I lifted my chin, tears of frustration and fever pooling in my eyes. "I will not trade my will for your momentary comfort, King. I will not surrender my soul for this lease you have given me. My body may burn, but my mind is still mine. And until you drop the knife, until you treat me as a mate and not a means, I will stand in this fire."

I pointed a shaking finger at his bare chest, right over the fierce, rhythmic thump of his heart. "You are just as tormented as I am. You sweat and clench and burn. You are here because you need this relief just as much, but you hide behind your crown. Coward."

The word hung between us, shocking in the quiet hall. The guards shifted nervously, but Demetrius didn't notice them.

His mask finally cracked. His eyes flashed with pure, devastating fury, but beneath it, I saw a flicker of raw, defeated pain. He hated that I had seen his weakness. He hated that I had called his bluff.

He took the final, crushing step toward me, and the Mate Bond exploded. It was no longer a gentle heat; it was an inferno. I cried out, finally losing the fight, reaching for his solid, life-giving body.

But before my hands could touch him, he seized my shoulders with brutal force, his fingers digging into my silk-covered skin.

"Then burn," he snarled, his voice a low, terrifying growl of absolute Alpha dominance. He used his full power, not to claim me, but to violently reject the bond.

The raw energy of his rejection slammed into me like a physical blow. The fire didn't cease, but it was suffocated, instantly crushed beneath his overwhelming will. I gasped, falling back against my doorframe as the dizzying wave of denial washed over me.

He let go instantly, recoiling as if my skin were poison. He took two steps back, regaining his distance and his Kingly control, his chest heaving with exertion.

"Get back in your cage, Luna," he commanded, his voice now cold, flat, and absolute. "Do not challenge the natural order again. The next time you seek me, I will assume you are seeking death."

He didn't wait for my response. He turned and slammed his door shut, the heavy wood vibrating with the force of his frustration.

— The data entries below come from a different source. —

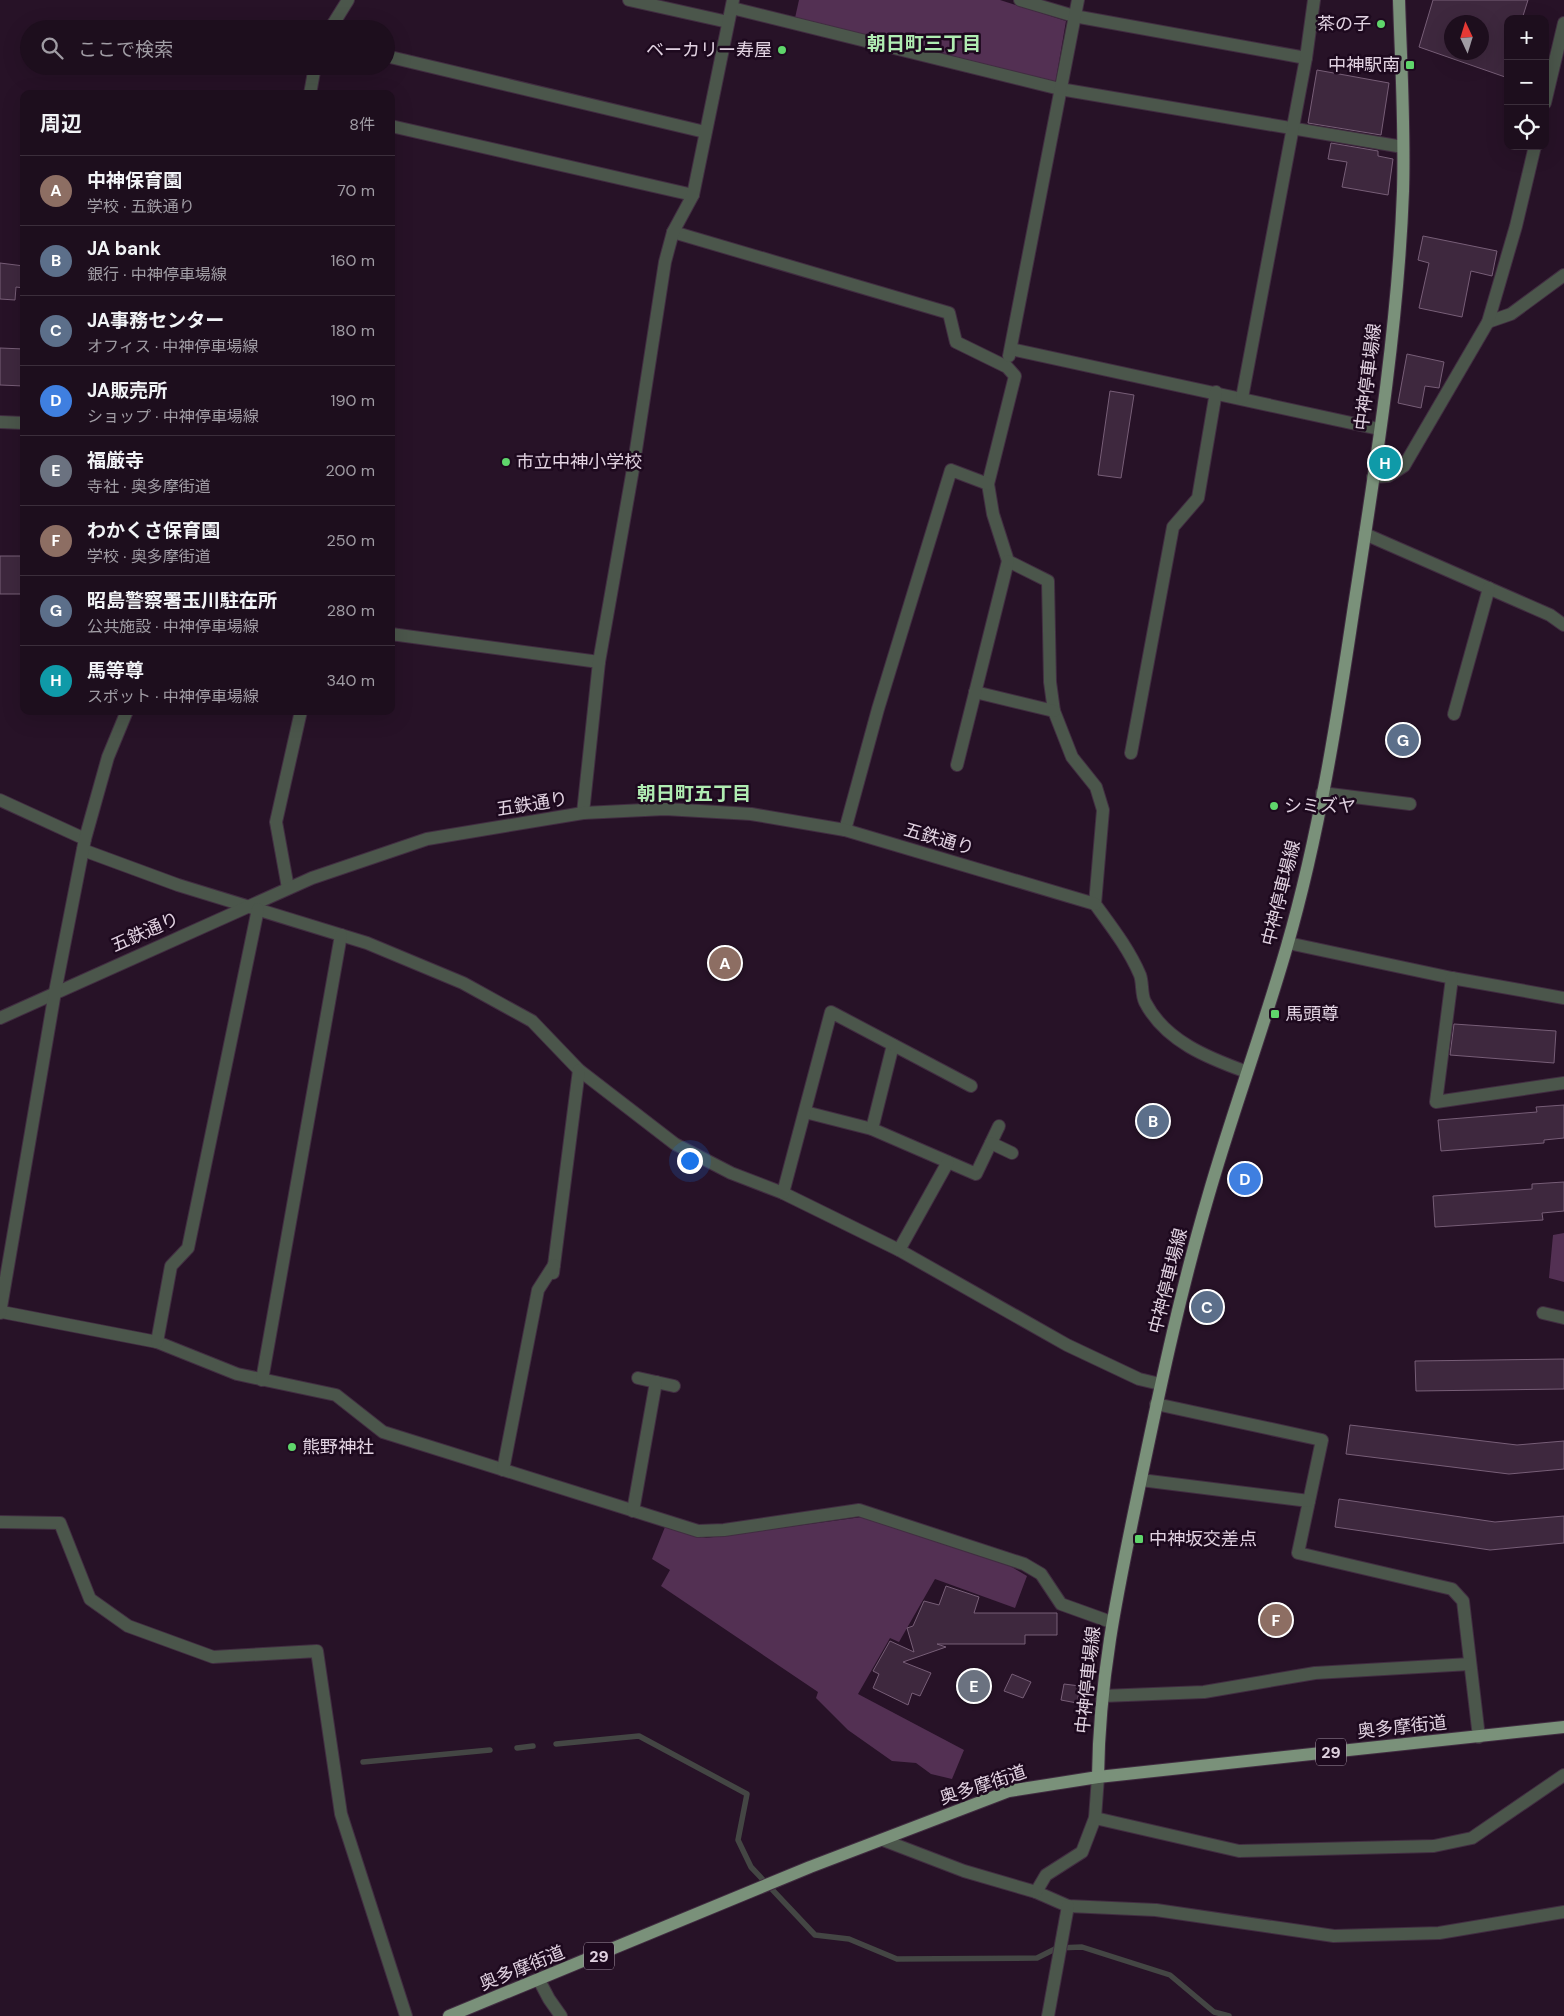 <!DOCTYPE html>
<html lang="ja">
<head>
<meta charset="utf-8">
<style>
  body { margin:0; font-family:"DM Sans","Noto Sans JP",sans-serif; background:#2a1c2a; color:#f1f3f6 }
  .controls { position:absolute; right:15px; top:15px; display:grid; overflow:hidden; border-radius:10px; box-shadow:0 5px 20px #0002 }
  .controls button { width:45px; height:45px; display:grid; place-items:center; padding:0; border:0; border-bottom:1px solid #3b2e3b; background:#1d0e1d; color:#f1f3f6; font:25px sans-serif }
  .compass { position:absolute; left:1444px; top:15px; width:45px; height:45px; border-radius:50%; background:#1d0e1d; box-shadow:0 5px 20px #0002; rotate:356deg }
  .you { position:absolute; left:689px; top:1160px; width:18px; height:18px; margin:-12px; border:4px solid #fff; border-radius:50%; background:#1a73e8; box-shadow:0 0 0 8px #1a73e833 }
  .badge { display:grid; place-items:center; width:32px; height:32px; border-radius:50%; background:#0b8043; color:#fff; font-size:16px; font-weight:700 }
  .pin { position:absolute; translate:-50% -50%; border:2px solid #fff; box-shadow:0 1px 5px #0006 }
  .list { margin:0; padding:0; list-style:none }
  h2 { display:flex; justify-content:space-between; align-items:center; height:65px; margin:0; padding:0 20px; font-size:21px }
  h2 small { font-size:16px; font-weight:400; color:#a09ca4 }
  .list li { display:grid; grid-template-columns:32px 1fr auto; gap:15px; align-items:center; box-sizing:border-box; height:70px; padding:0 20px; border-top:1px solid #3b2e3b }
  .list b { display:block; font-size:19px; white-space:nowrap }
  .list p { margin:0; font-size:16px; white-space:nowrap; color:#a09ca4 }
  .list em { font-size:16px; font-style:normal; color:#a09ca4 }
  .icon { flex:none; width:28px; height:28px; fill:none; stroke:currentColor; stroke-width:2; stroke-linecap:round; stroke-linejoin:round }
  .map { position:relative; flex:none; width:1564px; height:2016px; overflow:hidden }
  .search { position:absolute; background:#1d0e1d; box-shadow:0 5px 20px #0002; left:20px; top:20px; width:375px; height:55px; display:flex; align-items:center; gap:12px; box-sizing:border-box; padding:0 18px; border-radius:28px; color:#a09ca4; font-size:19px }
  .panel { position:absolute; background:#1d0e1d; box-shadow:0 5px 20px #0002; left:20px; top:90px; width:375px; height:625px; border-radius:10px }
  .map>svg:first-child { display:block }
  .green { fill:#533053 }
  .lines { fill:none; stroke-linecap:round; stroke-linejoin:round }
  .stream { stroke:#444644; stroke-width:5.5 }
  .building { fill:#3e283e; stroke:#775e77; fill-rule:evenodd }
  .minor-casing { stroke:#412d41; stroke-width:14 }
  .major-casing { stroke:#412d41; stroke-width:14 }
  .minor { stroke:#4b564b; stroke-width:12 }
  .major { stroke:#7a917a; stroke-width:12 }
  .poi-dot { fill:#5fd56b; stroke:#1d091e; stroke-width:2 }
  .labels { text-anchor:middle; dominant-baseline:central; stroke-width:5; stroke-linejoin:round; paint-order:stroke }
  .shield { fill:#1d091e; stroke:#a696a6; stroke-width:1 }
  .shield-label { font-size:16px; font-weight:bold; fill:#e1d2e1 }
  .poi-label { font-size:18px; fill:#e1d2e1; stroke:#1d091e; text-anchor:start }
  .street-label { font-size:18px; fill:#e1d2e1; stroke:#1d091e }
  .neighbourhood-label { font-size:19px; font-weight:bold; fill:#b0ecb2; stroke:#1d091e }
</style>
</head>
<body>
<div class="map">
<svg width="1564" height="2016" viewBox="0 0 1564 2016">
  <rect width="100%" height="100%" fill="#271227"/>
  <g class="green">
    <path d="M799,0H1000L1066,21L1055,85L795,18Z"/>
    <path d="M1564,1233V1282L1549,1278L1553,1235Z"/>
    <path d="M862,1517L1010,1566L1027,1576L1015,1608L935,1579L899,1642L890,1638L858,1694L964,1750L952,1779L931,1774L916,1763L892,1761L848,1730L816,1698L818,1692L661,1586L670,1570L652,1559L665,1527L706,1538Z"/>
  </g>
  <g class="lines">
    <g class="stream">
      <path d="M556,1744L639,1736L747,1794L738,1840L751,1867L815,1935L849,1939L897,1959L1037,1958L1057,1948L1082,1947L1170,1975L1214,2012L1229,2016"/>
      <path d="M517,1748L533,1746"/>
      <path d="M363,1762L490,1750"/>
    </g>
  </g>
  <g class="building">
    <path d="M1433,0H1528L1522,19H1508V78L1419,47ZM1452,22H1482V52H1452Z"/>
    <path d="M1317,70L1389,83L1381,135L1308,123Z"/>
    <path d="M1331,143L1378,151V156L1393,159L1388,195L1342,187L1347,162L1328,159Z"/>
    <path d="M1423,236L1497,251L1492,276L1471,271L1462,317L1419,308L1429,263L1418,260Z"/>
    <path d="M0,263L24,266V288L16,287L15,300L0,299Z"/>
    <path d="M0,348L24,349V386L0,385Z"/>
    <path d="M1407,354L1444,362L1439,388L1425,386L1421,408L1398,403Z"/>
    <path d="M1110,391L1134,395L1121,478L1098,475Z"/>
    <rect x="0" y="556" width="24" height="38"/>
    <path d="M1454,1024L1556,1031L1554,1063L1450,1055Z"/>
    <path d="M1564,1105V1138L1544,1140V1143L1441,1151L1438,1120L1537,1112L1536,1107Z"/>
    <path d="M1564,1182V1211L1542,1213L1543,1220L1435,1227L1433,1196L1532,1189V1184Z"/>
    <path d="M1564,1359V1389L1416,1391L1415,1361Z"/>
    <path d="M1350,1425L1517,1445L1564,1441V1469L1509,1474L1346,1454Z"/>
    <path d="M1339,1499L1495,1522L1564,1516V1543L1490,1550L1335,1527Z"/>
    <path d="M946,1586L979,1597L974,1613H1057V1635H1025V1644H937L946,1647L903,1662L931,1673L920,1696L912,1693L908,1705L873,1688L879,1674L873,1671L890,1641L914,1652L907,1628L913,1626L924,1601L939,1605Z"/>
    <path d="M1012,1674L1031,1682L1023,1698L1004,1691Z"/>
    <path d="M1064,1684L1080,1686L1077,1703L1061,1700Z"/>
  </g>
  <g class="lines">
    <defs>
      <g id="minor">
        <path d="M629,0L728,22"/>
        <path d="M1020,0L1074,16L1306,58"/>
        <path d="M732,8L1060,89L1403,147"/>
        <path d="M330,29L348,0"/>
        <path d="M386,56L705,132"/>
        <path d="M310,94L315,66"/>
        <path d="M1545,103L1564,23"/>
        <path d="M391,126L693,195"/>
        <path d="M673,232L949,313L956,342L1007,367L1015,376L988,484L993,514L1008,561L1048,581L1050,682L1054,711L1072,757L1096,787L1103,810L1095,904C1111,926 1129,949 1140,975C1143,983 1141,994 1145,1002C1165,1041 1208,1058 1247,1072"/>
        <path d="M1488,322L1511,314L1564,275"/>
        <path d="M1011,349L1379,429"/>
        <path d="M1009,356L1078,0"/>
        <path d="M1242,398L1306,58L1314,0"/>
        <path d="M0,422L24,423"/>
        <path d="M1373,477L1388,476L1404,466L1488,322L1516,226L1535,146"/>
        <path d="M1365,534L1550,615L1564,625"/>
        <path d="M391,634L599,662"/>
        <path d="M975,692L1054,711"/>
        <path d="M1454,714L1489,588"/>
        <path d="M1131,753L1173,527L1198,498L1216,392"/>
        <path d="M957,765L1008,561"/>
        <path d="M1322,793L1410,804"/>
        <path d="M0,800L85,839"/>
        <path d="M583,813L599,662L633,469L665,262L673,232L693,195L733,0"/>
        <path d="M845,830L878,709L951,470L988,484"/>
        <path d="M83,850L178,885L367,943L463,983L532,1021L579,1070L675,1144L731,1173L783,1193L899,1250L1067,1345L1139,1379L1160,1384"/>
        <path d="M288,888L276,822L301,711"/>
        <path d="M1288,943L1452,978L1564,998"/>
        <path d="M1452,978L1436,1102L1564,1083"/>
        <path d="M0,1018L312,878L427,839L583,813L665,809L751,814L845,830L1095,904"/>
        <path d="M805,1112L872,1129L976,1174L999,1126"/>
        <path d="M872,1129L893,1045"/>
        <path d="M991,1143L1012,1153"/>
        <path d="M783,1193L831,1012L971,1086"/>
        <path d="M899,1250L948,1162"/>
        <path d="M553,1273L579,1070"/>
        <path d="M2,1312L157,1342L237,1374L336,1395L383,1432L698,1531L724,1530L859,1510L1024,1564L1041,1574L1061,1604L1111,1622"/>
        <path d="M0,1313L55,992L85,839L108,757L127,711"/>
        <path d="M1543,1313L1564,1318"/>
        <path d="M157,1342L171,1266L188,1248L258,909"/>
        <path d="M638,1378L674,1386"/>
        <path d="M262,1380L341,935"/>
        <path d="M1156,1404L1322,1440L1298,1553L1452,1589L1463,1601L1479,1737"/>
        <path d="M503,1470L538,1290L554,1265"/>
        <path d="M1141,1480L1309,1501"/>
        <path d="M633,1511L656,1382"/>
        <path d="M0,1522L60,1523L90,1599L128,1626L213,1657L317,1651L341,1814L406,2016"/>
        <path d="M1102,1696L1204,1692L1315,1673L1470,1664"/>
        <path d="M1095,1818L1239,1851L1434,1846L1472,1838L1564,1775"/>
        <path d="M883,1840L964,1871L1036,1892L1068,1906L1156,1910L1334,1936L1439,1933L1564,1912"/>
        <path d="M1036,1892L1046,1875L1082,1852L1095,1818L1098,1777"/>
        <path d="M539,1980L549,1999L561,2016"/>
        <path d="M1048,2016L1068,1906"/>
      </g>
      <g id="major">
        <path d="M1098,1777C1099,1679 1117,1594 1137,1498C1158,1397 1179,1296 1208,1197C1232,1113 1263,1030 1287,946C1319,835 1337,720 1354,606C1375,470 1398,329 1403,191C1405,127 1401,64 1399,0"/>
        <path d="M449,2016L810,1867L1009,1791L1098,1777L1564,1727"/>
      </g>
    </defs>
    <use href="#minor" class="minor-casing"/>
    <use href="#major" class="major-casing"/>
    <use href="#minor" class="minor"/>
    <use href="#major" class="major"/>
  </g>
  <g class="poi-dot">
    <circle cx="1381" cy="24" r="5"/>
    <circle cx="782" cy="50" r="5"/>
    <rect x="1405" y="60" width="10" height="10" rx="2.5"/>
    <circle cx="506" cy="462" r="5"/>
    <circle cx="1274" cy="806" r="5"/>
    <rect x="1270" y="1009" width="10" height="10" rx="2.5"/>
    <circle cx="292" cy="1447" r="5"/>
    <rect x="1134" y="1534" width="10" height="10" rx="2.5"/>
  </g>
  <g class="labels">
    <g class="shield">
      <rect x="1316" y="1738.5" width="30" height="27" rx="4"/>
      <rect x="584" y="1942.5" width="30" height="27" rx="4"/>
    </g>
    <g class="shield-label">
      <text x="1331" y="1752">29</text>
      <text x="599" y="1956">29</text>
    </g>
    <g class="poi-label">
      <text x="1371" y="24" text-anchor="end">茶の子</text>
      <text x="772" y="50" text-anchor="end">ベーカリー寿屋</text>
      <text x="1400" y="65" text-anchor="end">中神駅南</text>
      <text x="516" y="462">市立中神小学校</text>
      <text x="1284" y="806">シミズヤ</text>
      <text x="1285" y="1014">馬頭尊</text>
      <text x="302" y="1447">熊野神社</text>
      <text x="1149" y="1539">中神坂交差点</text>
    </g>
    <g class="street-label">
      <text transform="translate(1368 377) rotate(-83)">中神停車場線</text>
      <text transform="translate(532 804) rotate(-9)">五鉄通り</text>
      <text transform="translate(939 839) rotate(16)">五鉄通り</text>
      <text transform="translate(1281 893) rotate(-76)">中神停車場線</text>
      <text transform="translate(145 932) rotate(-24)">五鉄通り</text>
      <text transform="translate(1168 1281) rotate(-76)">中神停車場線</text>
      <text transform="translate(1088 1680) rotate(-84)">中神停車場線</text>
      <text transform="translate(1402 1727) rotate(-6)">奥多摩街道</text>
      <text transform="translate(983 1785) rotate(-18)">奥多摩街道</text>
      <text transform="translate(522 1968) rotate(-22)">奥多摩街道</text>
    </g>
    <g class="neighbourhood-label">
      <text x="924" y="43">朝日町三丁目</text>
      <text x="694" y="793">朝日町五丁目</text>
    </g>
  </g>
</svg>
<div class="controls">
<button>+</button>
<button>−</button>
<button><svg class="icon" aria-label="locate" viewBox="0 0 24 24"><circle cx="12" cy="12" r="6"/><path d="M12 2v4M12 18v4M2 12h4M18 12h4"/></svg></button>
</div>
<svg class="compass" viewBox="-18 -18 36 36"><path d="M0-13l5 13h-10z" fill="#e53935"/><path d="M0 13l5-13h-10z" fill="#a09ca4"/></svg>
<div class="you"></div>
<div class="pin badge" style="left:725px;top:963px;background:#8d6e63">A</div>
<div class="pin badge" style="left:1153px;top:1121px;background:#5c6f8a">B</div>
<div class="pin badge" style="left:1207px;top:1307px;background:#5c6f8a">C</div>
<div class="pin badge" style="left:1245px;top:1179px;background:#3f7fe0">D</div>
<div class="pin badge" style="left:974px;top:1686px;background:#6b7280">E</div>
<div class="pin badge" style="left:1276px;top:1620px;background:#8d6e63">F</div>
<div class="pin badge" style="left:1403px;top:740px;background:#5c6f8a">G</div>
<div class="pin badge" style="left:1385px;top:463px;background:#0f9aa8">H</div>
<div class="search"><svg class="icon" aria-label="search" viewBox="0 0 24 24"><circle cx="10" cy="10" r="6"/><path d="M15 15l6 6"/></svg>ここで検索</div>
<section class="panel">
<h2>周辺<small>8件</small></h2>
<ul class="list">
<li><span class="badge" style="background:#8d6e63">A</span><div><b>中神保育園</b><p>学校 · 五鉄通り</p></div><em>70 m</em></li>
<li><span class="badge" style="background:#5c6f8a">B</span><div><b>JA bank</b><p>銀行 · 中神停車場線</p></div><em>160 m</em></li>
<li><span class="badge" style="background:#5c6f8a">C</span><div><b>JA事務センター</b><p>オフィス · 中神停車場線</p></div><em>180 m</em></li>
<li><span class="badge" style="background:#3f7fe0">D</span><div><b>JA販売所</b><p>ショップ · 中神停車場線</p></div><em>190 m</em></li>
<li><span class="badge" style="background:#6b7280">E</span><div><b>福厳寺</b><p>寺社 · 奥多摩街道</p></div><em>200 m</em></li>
<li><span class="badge" style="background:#8d6e63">F</span><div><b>わかくさ保育園</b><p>学校 · 奥多摩街道</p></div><em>250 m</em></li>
<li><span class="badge" style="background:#5c6f8a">G</span><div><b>昭島警察署玉川駐在所</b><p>公共施設 · 中神停車場線</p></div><em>280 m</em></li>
<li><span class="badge" style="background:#0f9aa8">H</span><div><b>馬等尊</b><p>スポット · 中神停車場線</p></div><em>340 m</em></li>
</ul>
</section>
</div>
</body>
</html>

I was left alone in the hall, breathing raggedly, my body shaking from the emotional shock and the physical pain of his second, violent rejection. The heat had subsided to a dull, aching throb, but the devastating knowledge remained: he needed me to live, and he was willing to kill us both to deny it.

I stumbled back into my room, collapsing onto the carpet. Tears streamed down my face, not from the fever, but from the realization of the cruelty of my fate. I was tied to a man who needed my body for life, but hated my soul for existing.

He's planning to die anyway, I realized, clutching the thin linen. If he plans to discard me, he must be planning his own end. And if he dies, Rhys wins.

The devastating rejection fueled a renewed sense of purpose. I had to expose Rhys, not just for my survival, but for the sake of the King who was too b

lind, too proud, and too afraid to save himself.